Philanthropy's Current and New Stakeholders

Building a Common Vision for an Expanded Future

Millennium Communications Group, Inc.

1999, 23 pages. Final report of collaborative research project, Millennium Communications Group, Inc., 58 Salem Street, Andover, Massachusetts 01810.

Although its main focus seems to be on exploring ways of expanding philanthropy among new donors, Philanthropy's Current and New Stakeholders: Building a Common Vision for an Expanded Future also offers some interesting — and disturbing — observations on how traditional philanthropy is viewed.

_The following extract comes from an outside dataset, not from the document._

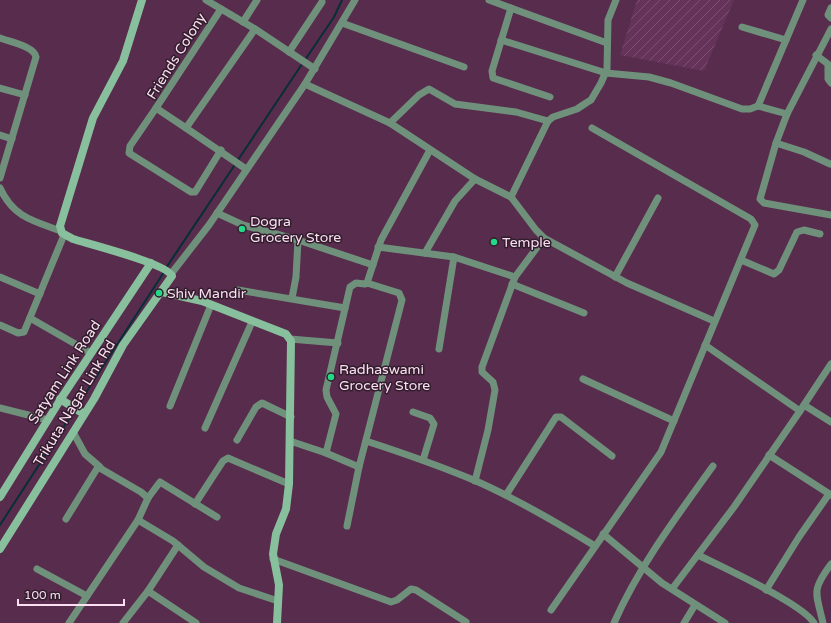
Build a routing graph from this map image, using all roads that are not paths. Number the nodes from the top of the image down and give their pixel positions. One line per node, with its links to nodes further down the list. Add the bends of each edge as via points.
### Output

The Millennium Communications Group, Inc. study was commissioned by the Forum of Regional Associations of Grantmakers for its members and the grantees of its New Ventures in Philanthropy Initiative to develop strategies to strengthen connections between existing foundations and their communities and stakeholders and to provide assistance for those working on planning and implementation of the Forum's New Ventures project. Research, which included focus groups and individual interviews, was done in six communities or regions of the country.

The disturbing part of the report — at least for current grantmakers — is that successful grantees (those that had received funds and represented a broad range of the nonprofit world) had more bad than good to say about organized philanthropy. Words used to describe foundations: intimidating, burdensome, isolated, risk-averse, inconsistent, mysterious, and white. Rarely used words: thought- provoking, creative, or innovative.

Leaders from policy organizations, state and local government, the media, business, and higher education did not have negative things to say about foundations — they simply said they knew very little about them. These leaders said they rarely encountered foundation representatives and knew little about the work of foundations.

“Policy leaders, and to a lesser extent the media, felt that this information/relationship ‘vacuum’ was dangerous to foundations, especially in an environment of fiscal scarcity and periodic flare-ups over tax exemptions and payout requirements,” the report said.

The research also included conversations with financial advisers and with entrepreneurs who had created (or were creating) wealth through companies they had started and grown.

The report concludes that one of the challenges facing the Forum and its members is how to create a new contemporary philanthropy hybrid of the traditional — “viewed by many as isolated, arrogant, sluggish, and overly transactional but also seen...as comprehensive in the funding areas it touches and concerned with ‘fairness’ in the sense of sustaining a long term concern for justice and equity issues” — and the new — conveying “agility, energy, action, and personal caring but also seen as somewhat eclectic, market driven...and not as concerned with underlying systemic issues and challenges.”

The report summarizes preliminary presentations and reports made over the course of the project that focus in more depth on the topics raised in this summary document.

Review by Deena Epstein, The George Gund Foundation.